Example problems you might own in your first 6–12 months
- Data driven analysis and cut average CI build times by 40% via incremental builds, dependency management and smarter caching; Bring down slowest test suites with parallelization, Selective Test executions, profiling and flake-busting.
- Launch ephemeral “PR environments” with seeded data and synthetic traffic; integrate with feature flags for safe, progressive rollouts.
- Stand up an internal developer portal (service templates, scorecards, docs search) and migrate golden paths there.
- Deliver an AI DevEx toolkit: repo-aware chat, code-review assistant, flaky-test explainer, and CI log summarizer—with evaluation dashboards and privacy controls.
- Pilot remote dev pods to standardize the edit-build-run loop for large repos and speed onboarding.
Qualifications
Must-haves
- 7+ years building platforms/tools for large engineering orgs; deep expertise in one or more build systems (preferably building Java, Nodejs stacks), CI orchestration (preferably Jenkins), test infra, deployment/CD pipelines, or Internal Developer Portals.
- Self-starter with a proactive mindset and strong sense of ownership.
- Proven ability to manage communications effectively with partner teams across global regions, with hands-on experience working in private cloud environments.
- Skilled at designing robust solutions while proactively anticipating potential issues to ensure reliability and efficiency.
- Strong systems design for high-scale developer workflows (monorepos/multirepos, artifact caching, remote execution, hermetic builds).
- Experienced in providing timely solutions to developer challenges in Jenkins environments, ensuring smooth CI/CD workflows.
- DevOps fundamentals: Containers, Kubernetes, service mesh, IaC (Terraform), GitOps, observability (metrics/logs/traces), SLOs/SLIs.
- Practical AI skills & design patterns: Prompt engineering, hands-on RAG, LLM evaluations, API orchestration, privacy/guardrails; ability to ship AI-backed tools that measurably reduce toil.
- System design & design patterns: strong grasp of distributed systems, API design, resiliency, and object-oriented/functional patterns; ability to create clear, scalable architectures and ADRs.
- Agentic/MCP architectures: practical experience designing agent loops (planner/executor/critic), tool abstractions, memory, and MCP-style tool/resource servers for enterprise integration.
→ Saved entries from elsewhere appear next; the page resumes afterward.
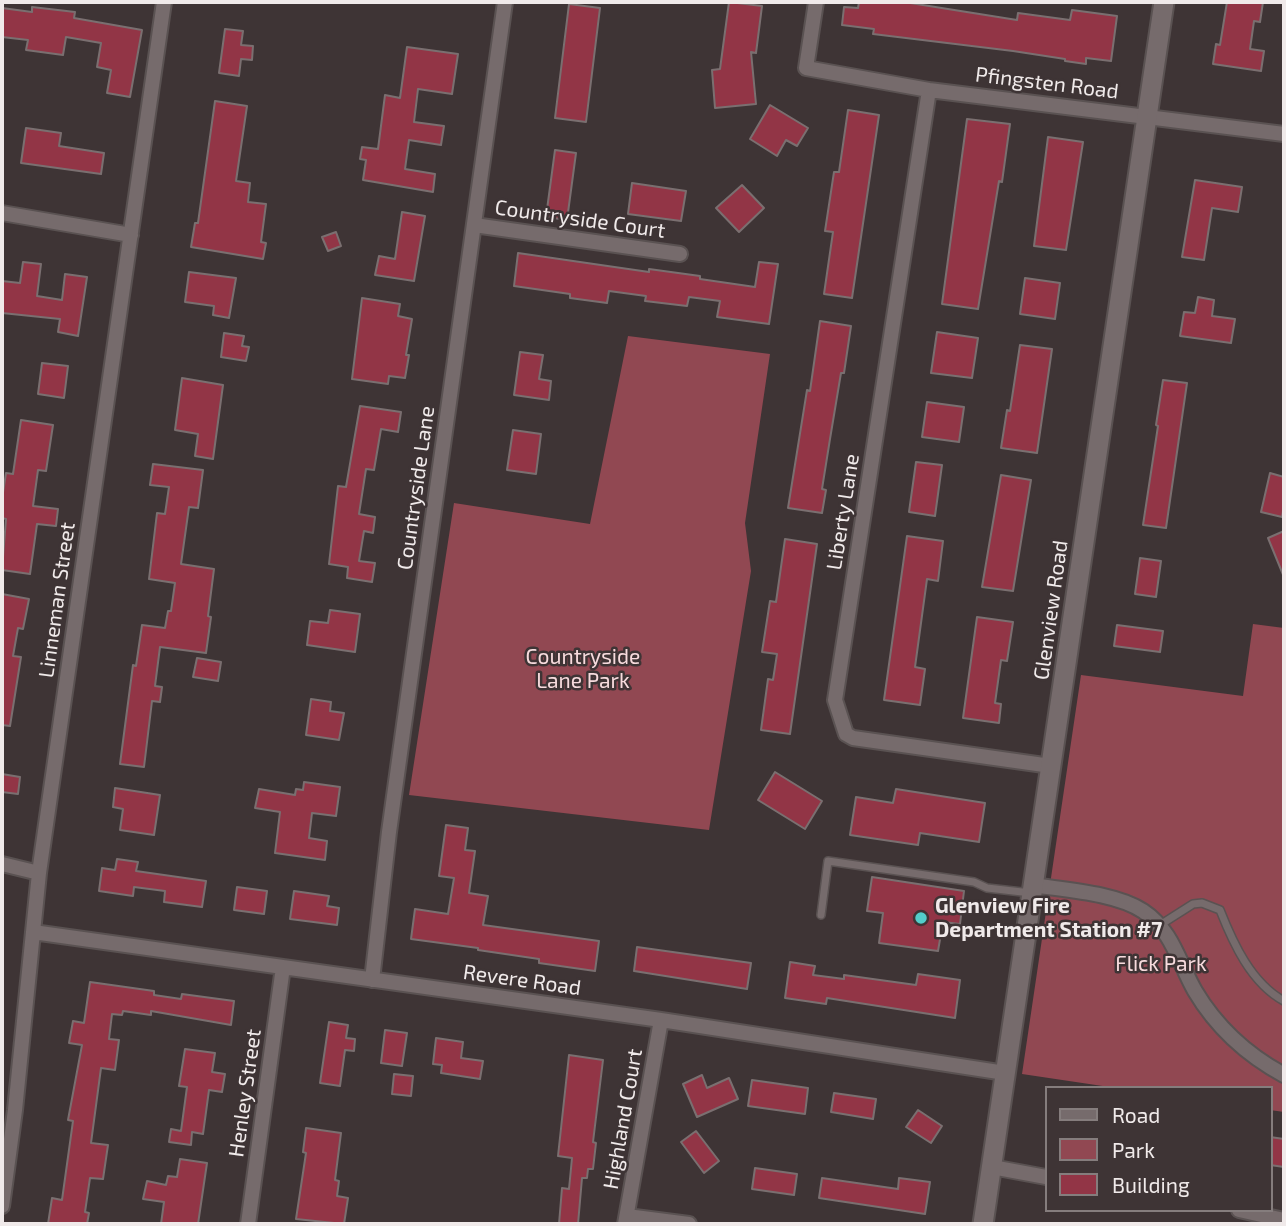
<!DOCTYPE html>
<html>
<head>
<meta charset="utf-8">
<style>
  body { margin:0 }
  #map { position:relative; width:1286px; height:1226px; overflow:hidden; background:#3e3435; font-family:"Exo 2",sans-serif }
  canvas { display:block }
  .frame { position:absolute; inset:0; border:4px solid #f0eaea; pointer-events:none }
  .legend { position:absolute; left:1045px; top:1086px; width:228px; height:126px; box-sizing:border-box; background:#3e3435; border:2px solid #857d7d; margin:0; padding:9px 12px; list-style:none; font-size:21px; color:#f0eaea }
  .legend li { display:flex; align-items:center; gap:14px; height:35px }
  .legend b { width:35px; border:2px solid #857d7d }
</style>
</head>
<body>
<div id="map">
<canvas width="1286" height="1226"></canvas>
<div class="frame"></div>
<ul class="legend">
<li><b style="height:9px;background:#766b6c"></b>Road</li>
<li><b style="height:19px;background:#914852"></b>Park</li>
<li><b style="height:19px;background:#923546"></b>Building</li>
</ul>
</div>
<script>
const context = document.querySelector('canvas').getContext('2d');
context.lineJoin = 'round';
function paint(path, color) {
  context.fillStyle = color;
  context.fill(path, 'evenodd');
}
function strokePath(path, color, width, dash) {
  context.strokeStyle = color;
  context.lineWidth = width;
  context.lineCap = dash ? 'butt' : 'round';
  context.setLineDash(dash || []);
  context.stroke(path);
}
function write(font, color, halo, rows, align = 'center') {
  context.font = font + ' "Exo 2",sans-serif';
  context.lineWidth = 5;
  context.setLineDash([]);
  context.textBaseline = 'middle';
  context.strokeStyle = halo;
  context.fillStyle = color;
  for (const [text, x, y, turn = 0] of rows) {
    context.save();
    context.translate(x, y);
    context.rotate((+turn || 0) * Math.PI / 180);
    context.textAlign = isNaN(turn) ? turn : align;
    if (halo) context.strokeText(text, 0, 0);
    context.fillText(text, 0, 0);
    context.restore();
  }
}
paint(new Path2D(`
  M628 336 770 354 745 523 751 571 709 830 409 795 454 503 590 524Z
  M1253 624 1284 628V1112L1270 1110V1088H1116L1022 1074 1081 675 1243 696Z`), '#914852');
const building = new Path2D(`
  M729 2 762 6 756 53 751 52 756 104 715 108 712 70 720 69Z
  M859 2H904L1017 20 1018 13 1070 20 1072 10 1117 16 1111 61 1086 58V64L1065 61V59L1013 51 873 34 874 29 842 25 844 7 858 8Z
  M1227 2H1263L1260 22 1254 21 1250 49 1264 51 1261 71 1213 64 1216 44 1220 45Z
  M569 4 600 8 586 122 555 118Z
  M32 7 75 12 74 18 142 30 130 97 107 93 111 70 97 67 101 43 66 37 63 55 26 50 28 40 2 37V8L32 12Z
  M225 29 243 31 241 45 253 46 252 60 241 59 239 76 219 73Z
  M407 47 458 54 452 94 418 89 414 122 444 126 441 145 409 140 405 169 435 174 433 192 363 180 366 160 360 159 362 147 378 149 385 95 400 98Z
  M215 101 247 106 236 181 250 183 248 202 266 204 261 242 266 243 263 259 191 247 195 223H198Z
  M770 105 808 128 797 146 786 140 777 156 750 139Z
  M848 110 879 115 852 298 824 294 833 232 825 231 834 172H839Z
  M967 119 1010 124 1002 182 999 181 978 309 942 304Z
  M26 128 61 133 59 146 104 153 101 174 21 163Z
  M1048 137 1083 142 1066 250 1034 246Z
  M555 150 576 153 567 220 546 217Z
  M1195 180 1242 187 1238 212 1212 208 1204 260 1182 257Z
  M632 183 686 191 681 221 628 214Z
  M742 185 764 208 739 232 716 208Z
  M402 212 425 216 414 281 375 275 379 256 395 259Z
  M336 232 341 246 328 251 322 237Z
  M518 253 649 272V269L700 276V279L755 287 759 262 778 264 769 324 717 317 720 301 689 297 687 306 645 301 646 296 609 291 607 303 570 298V294L514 286Z
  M23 262 41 264 37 296 62 300 65 274 87 277 78 336 58 332 60 319 2 313V281L20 283Z
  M189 272 236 278 229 318 213 315 214 306 185 302Z
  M1025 278 1060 283 1055 319 1020 314Z
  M1198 297 1214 300 1212 316 1235 319 1231 343 1180 336 1184 312 1195 313Z
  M362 298 400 304 398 316 412 319 406 355H409L405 378 389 376 388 384 352 379Z
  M820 321 851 326 844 373H841L830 439 822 489 826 490 822 513 788 508 807 390 810 391Z
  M937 332 978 338 972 378 931 373Z
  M224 333 244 336 242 346 249 347 246 361 221 357Z
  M1020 345 1052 349 1037 453 1001 448 1007 410 1010 411Z
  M520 352 543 355 539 379 551 381 549 400 514 395Z
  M42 363 68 366 64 398 38 394Z
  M182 378 223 385 213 459 195 456 198 434 175 430Z
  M1163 380 1187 383 1166 528 1143 525 1158 426 1156 425Z
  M927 402 964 407 959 442 922 437Z
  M360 406 401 412 398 432 381 429 374 470 366 469 359 514 375 517 373 533 364 531 359 561 375 563 372 582 347 578 348 567 329 564 338 486 346 487Z
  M21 420 53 425 46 471 38 470 33 506 58 509 56 526 37 524 30 574 2 570 6 519 2 518V499L6 473 13 474Z
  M513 430 541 434 536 474 507 470Z
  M916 462 942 465 935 516 909 512Z
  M153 464 203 470 198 508 189 507 181 564 214 569 208 616 211 617 206 653 160 647 155 686 162 687 160 702 152 701 144 767 120 764 133 665 136 666 142 625 165 628 168 611H171L175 583 149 579 157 513 165 514 169 487 150 485Z
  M1270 473 1284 477V505L1282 517 1261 512Z
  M1001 475 1031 480 1013 591 982 587Z
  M1284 531V577L1268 538Z
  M907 536 943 541 938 581 927 579 915 667 925 669 920 705 884 700Z
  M785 539 817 544 790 734 761 730 768 679 773 680 777 654 762 652 770 601 776 602Z
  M1140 558 1161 561 1156 597 1135 594Z
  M2 594 29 599 23 629 18 628 13 656 21 657 10 726 2 725Z
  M330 610 360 614 355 652 307 645 310 621 328 623Z
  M977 617 1013 622 1007 661 1001 660 995 703 1001 704 999 723 963 718Z
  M1117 625 1163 631 1160 652 1114 646Z
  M197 658 221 662 218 681 193 677Z
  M311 699 331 702 330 711 344 713 339 740 306 735Z
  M775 772 822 801 805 829 758 800Z
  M2 774 20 777 18 794 2 792Z
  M304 782 340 787 336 816 312 813 309 838 327 841 325 860 275 853 280 812 255 808 259 789 295 795 296 789 303 790Z
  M115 788 160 795 154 835 120 830 123 809 113 807Z
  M896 789 985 803 979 842 920 833 918 845 850 835 856 797 893 803Z
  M446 825 468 828 465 850 475 851 469 893 488 896 483 925 599 941 595 971 539 963V959L478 950V948L411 939 415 909 448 914 454 878 439 876Z
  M117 859 138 862 136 871 206 881 202 907 164 902 165 891 134 887 133 896 99 891 102 868 115 870Z
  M872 877 964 891 960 924 943 922 938 951 879 943 883 913 867 911Z
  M237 887 267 891 264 914 234 910Z
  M294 891 329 896 327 906 339 908 337 925 290 919Z
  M637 947 751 963 747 989 634 971Z
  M790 962 815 966 813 975 844 979V975L916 985 918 974 960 980 955 1018 827 998 826 1004 785 998Z
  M90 982 154 991V995L181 999 182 994 234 1001 231 1025 151 1011V1015L123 1011 122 1015 112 1014 109 1039 119 1040 115 1070 101 1068 91 1143 108 1145 103 1179 90 1178 85 1212 89 1213 87 1224H48L52 1198 62 1200 73 1121 68 1120 82 1045 69 1043 73 1021 84 1023Z
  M329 1022 348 1025 346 1038 355 1039 354 1051 345 1050 340 1086 320 1083Z
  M385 1030 407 1033 402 1066 381 1063Z
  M436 1038 463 1042 461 1058 483 1061 480 1079 441 1073 442 1065 433 1064Z
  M185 1049 215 1053 212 1072 225 1074 222 1092 209 1090 203 1134 192 1132 191 1145 169 1142 171 1129 181 1131 187 1087 179 1086Z
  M569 1055 603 1060 593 1142 596 1143 593 1169H588L587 1178H582L578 1224H559L562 1188 569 1189 572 1158 558 1156Z
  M394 1074 413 1076 411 1096 392 1094Z
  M702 1075 707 1088 729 1078 738 1099 697 1117 683 1084Z
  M752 1080 808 1088 805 1114 748 1106Z
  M834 1093 876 1099 873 1119 831 1112Z
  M918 1110 942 1126 931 1143 906 1127Z
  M306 1128 341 1133 335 1180 339 1181 337 1196 348 1198 344 1224 296 1219 306 1153 303 1152Z
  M696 1131 719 1161 704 1173 681 1142Z
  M1270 1137 1284 1139V1167L1270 1165Z
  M180 1159 207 1163 198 1224H161L164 1202 143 1199 147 1181 166 1185 168 1176 177 1177Z
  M755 1168 797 1174 794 1195 752 1189Z
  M822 1178 898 1189 899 1178 930 1182 925 1214 819 1198Z`);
paint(building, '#923546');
strokePath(building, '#7a6f70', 2);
const lane = new Path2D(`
  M821 915 828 861 974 882 987 888 1031 893
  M1160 925 1193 904 1202 903 1220 910C1233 943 1251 983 1284 1001`);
const street = new Path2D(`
  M816 2 806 68 929 90 1284 134
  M929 90 835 700 846 734 853 738 1051 766
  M2 213 131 235
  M474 225 680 254
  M2 864 39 873
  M1033 885C1065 890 1116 893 1143 911 1172 930 1179 963 1195 991 1217 1028 1247 1055 1284 1075
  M33 932 661 1020 1005 1073
  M372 980 389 832 505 2
  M992 1167 1046 1177
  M2 1206 15 1110 39 873 164 2
  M1239 1210 1284 1220
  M627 1216 689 1224
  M248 1224 283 967
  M625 1224 661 1020`);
const secondary = new Path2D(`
  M983 1224 1164 2`);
strokePath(lane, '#5a5252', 10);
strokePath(street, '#5a5252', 18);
strokePath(secondary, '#5a5252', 23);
strokePath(lane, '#766b6c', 7);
strokePath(street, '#766b6c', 14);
strokePath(secondary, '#766b6c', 19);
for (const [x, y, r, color] of [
  [921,918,7,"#53cdca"]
]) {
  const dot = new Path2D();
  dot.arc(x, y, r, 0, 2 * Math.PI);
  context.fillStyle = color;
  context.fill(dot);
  strokePath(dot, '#3e3435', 2.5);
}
write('21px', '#f0eaea', '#3e3435', [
  ["Pfingsten Road",1047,83,7],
  ["Countryside Court",580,219,8],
  ["Countryside Lane",416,488,-82],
  ["Liberty Lane",843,512,-81],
  ["Linneman Street",57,600,-82],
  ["Glenview Road",1051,610,-82],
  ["Revere Road",522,980,8],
  ["Henley Street",245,1093,-82],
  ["Highland Court",623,1119,-80]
]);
write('21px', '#f7dbdd', '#3e3435', [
  ["Countryside",583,657],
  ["Lane Park",583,681],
  ["Flick Park",1161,964]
]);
write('bold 21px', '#f0eaea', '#3e3435', [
  ["Glenview Fire",935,906],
  ["Department Station #7",935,930]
], 'left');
</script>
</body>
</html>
- Proficiency in at least two languages (e.g., Java, Kotlin, Python, Go,). Fullstack development experience is a plus.
- Fluency in Linux/Ubuntu commands to get bottom of the system level issues.
- Database literacy: working knowledge of NoSQL and modern relational databases.
- Observability dashboards: ability to build with Prometheus, Grafana, ELK, Splunk, New Relic, or Nagios.
- Performance sleuthing: able to diagnose system and web-service performance issues end-to-end.
Nice-to-haves
- Experience with modern CI/CD platforms (e.g., Tekton/Spinnaker/Argo CD/Flux) and progressive delivery.
- Prior work with Backstage or other IDPs; plugin development and service catalog design.
- Background in developer analytics and productivity research; familiarity with DORA, DX frameworks
- Experience with remote dev environments (e.g., DevPods/Codespaces-style) at scale.
- Experience with microservices architecture and related DevOps practices.
How we measure success
- Lead time for changes trends down; deployment frequency trends up without increasing risk.
- CI stability & speed improve (p95 build/test time, flake rate, queueing).
- Change failure rate & MTTR drop via safer releases and better rollback automation.
- Developer NPS/DevEx survey and onboarding time improve; IDP adoption grows. (Benchmarked using DORA-style measures.)
Our stack
Kubernetes, GitHub, Jenkins in a Cloud environment, Maven/Bazel/Gradle/NodeJS Buck-like builds, JFrog Artifactory, Static & Security Code Analysis tools, Code Coverage, Image builders, Container Registry, In-house built CD platforms like Tekton/Spinnaker/Argo , Backstage IDP, OpenTelemetry, OpenSearch, Feature Flags, SBOM/provenance, LLM APIs for AIOps.